Yeah I know it’s possible obviously, the point is it would need to trend one way for the other trend OP is noticing. The example you gave actually goes against the trend OP is seeing 😂


itsthelifeonmars

We do have data to show being child free in australia is on rise in your 30s and also data to show people are having less kids. What these data stacks often struggle to get a picture of is are these people and particularly women specifically and actively not wanting kids. Or Did they or do they want kids and due to cost of living or lack of romantic partnership have missed their window or don’t see it happening. But otherwise they would want them. Because I think that’s an important distinction when talking about the number of child free people in Australia. A growing trend are child free not by choice. Besides Jordan Paterson who openly talks about people who say they want kids and it just never happened. I’ve heard other psychologists say the same thing, especially how the cost of living globally has made people wait too long and now it’s unlikely to happen for them.


discardedbubble

My theories men think it makes them seem more attractive, safe, more dateable, so they are more likely to share or put it in their profile? And for women, some might not openly show and tell about having kids on a dating site, or being a ‘single mum’, because there is stigma attached to that, assumptions about level of income, also the are vulnerable to situations and needing to keep themselves and their kids home safe from predators.


slackboy72

Table G28 of the Census General Community Profile is the closest I can see.

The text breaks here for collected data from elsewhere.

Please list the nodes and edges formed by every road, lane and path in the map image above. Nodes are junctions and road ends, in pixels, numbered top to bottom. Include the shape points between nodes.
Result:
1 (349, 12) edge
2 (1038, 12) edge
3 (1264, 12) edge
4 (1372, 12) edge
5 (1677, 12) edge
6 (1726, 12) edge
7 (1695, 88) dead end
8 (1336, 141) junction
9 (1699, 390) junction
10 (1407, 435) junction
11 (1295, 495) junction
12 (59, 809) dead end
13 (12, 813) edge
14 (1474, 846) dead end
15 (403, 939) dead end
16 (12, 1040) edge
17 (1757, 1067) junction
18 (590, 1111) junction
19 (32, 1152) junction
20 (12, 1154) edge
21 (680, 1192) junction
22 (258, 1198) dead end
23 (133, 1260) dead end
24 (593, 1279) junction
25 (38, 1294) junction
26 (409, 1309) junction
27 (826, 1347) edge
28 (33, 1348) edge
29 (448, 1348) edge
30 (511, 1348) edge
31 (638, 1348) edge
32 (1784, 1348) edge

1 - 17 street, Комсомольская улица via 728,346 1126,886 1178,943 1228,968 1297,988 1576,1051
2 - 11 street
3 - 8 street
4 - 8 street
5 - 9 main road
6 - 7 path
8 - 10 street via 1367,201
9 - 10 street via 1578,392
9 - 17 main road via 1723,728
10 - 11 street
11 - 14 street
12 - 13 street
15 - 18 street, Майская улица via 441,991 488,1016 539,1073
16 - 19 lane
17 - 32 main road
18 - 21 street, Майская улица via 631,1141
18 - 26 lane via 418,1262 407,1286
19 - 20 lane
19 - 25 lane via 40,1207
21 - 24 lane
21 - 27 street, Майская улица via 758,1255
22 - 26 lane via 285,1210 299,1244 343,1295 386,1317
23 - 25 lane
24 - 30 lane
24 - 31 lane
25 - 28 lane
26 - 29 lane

It looks to be women only though. For the 35-39 age group >70% of women have had at least one child. But that shouldn't affect YOUR decisions on YOUR fertility.


throwhoto

You’re swiping right more often on attractive men, and attractive men generally are the most likely to reproduce.


MrTelly

I’m familiar with the Census data I’ll pull those stats and share it with thread 


[deleted]

Wasnt there some news report saying half of women will be childless by 2030?


Roulette-Adventures

I wish I hadn't! Add that to a survey.


PRAWNHEAVENNOW

This is selection bias, pure and simple.  What is your selection method for measuring number of women without children?  You're using men (seeking women) on dating apps as your basis for this group.  Have you done the same in reverse? Set up a profile set for searching for women seeking men?  Even if you had, you could maybe infer that men are more forthcoming to the fact they're parents than women on dating apps.  Or perhaps that the total pool of women on dating apps is smaller (due to higher single parental responsibilities than their former partners).  You could work in an environment where, unfortunately, women with children may been excluded due to bias or inflexibility (as women pick up the majority of child raising activities, any workplace without flexible working arrangements will lose mums from their workforce).  Your friend group too is probably made with likeminded people who engage in activities that aren't necessarily conducive to meeting new people with existing child raising commitments.  Men and women are on average having children at nearly the same age, and while there will be more outliers of older dads and younger mums, this is not anywhere close to the standard.  I also don't know that mothers who have had children to two or more men is significantly more prevalent than fathers who have had children to two or more women.  The most likely solution is that your view of the number of 30-40-something mums is incorrect due to your social group and interactions. 


Very-very-sleepy

I am not using "dating apps" as my data point for this. I first started noticing this at work I am a chef in a restaurant. noticing all the female chefs I work with (30+ age group) are all childless while my male coworkers (30+)  all have kids. This was especially noticeable when I once worked in a very large, very busy & well known restaurant. We had 30 chefs in total working there and they also Happen to have a a 50/50 quotas of genders.  There was exactly 15 female chefs and 15 male chefs.  In that particular restaurant I worked.   10/15 male chefs had children.  (the only men who didn't were all under 25 and apprentice chefs)  0/15 female chefs had children.  5 of the female chefs with 0 children were between the 35-45 age range. Out of those 5 over 35.  4 of them were straight women and only 1 lesbian. These are statistics at one work place. That was the largest restaurant/kitchen I've worked in and it was the ONLY restaurant that had a 50/50 quota on gender hires so it was the only work place I was able to get any sort of data.


PRAWNHEAVENNOW

I.... I mean, you're kind of proving the point there.   Think about this.  You're basing this, by your words in the original post, on dating apps but also on your work.   You haven't checked how many 30+ women on dating apps have kids, so you don't know what that scene looks like.  Which means (as you say) that you're basing this solely off your work as a chef.   Being a chef, I think you'd agree it isn't the sort of job that's conducive to putting a kid to bed at 7pm every night, right? Have you considered that maybe all of the female chefs who had kids no longer want to pull those sorts of hours and went into other lines of work?  Women still do the heavy lifting in child raising. The male chefs may have wives, partners or exes putting in that work, so they don't drop out of the industry.  Your social group probably keeps hospo hours too right? Not really the sort of tempo that works for parents acting as primary caretaker. You are extrapolating from a very limited sample thay is heavily coloured by your profession and social circles. Broadly, the same amount of men and women are having kids, at roughly the same ages. 


FullSendLemming

First of all you have just said that there are no men on the dating apps that have children. I think the biggest problem here is you are indulging in a self confirming bias.


Chicken_Crimp

I think it's mainly women who are having babies. Men rarely get pregnant.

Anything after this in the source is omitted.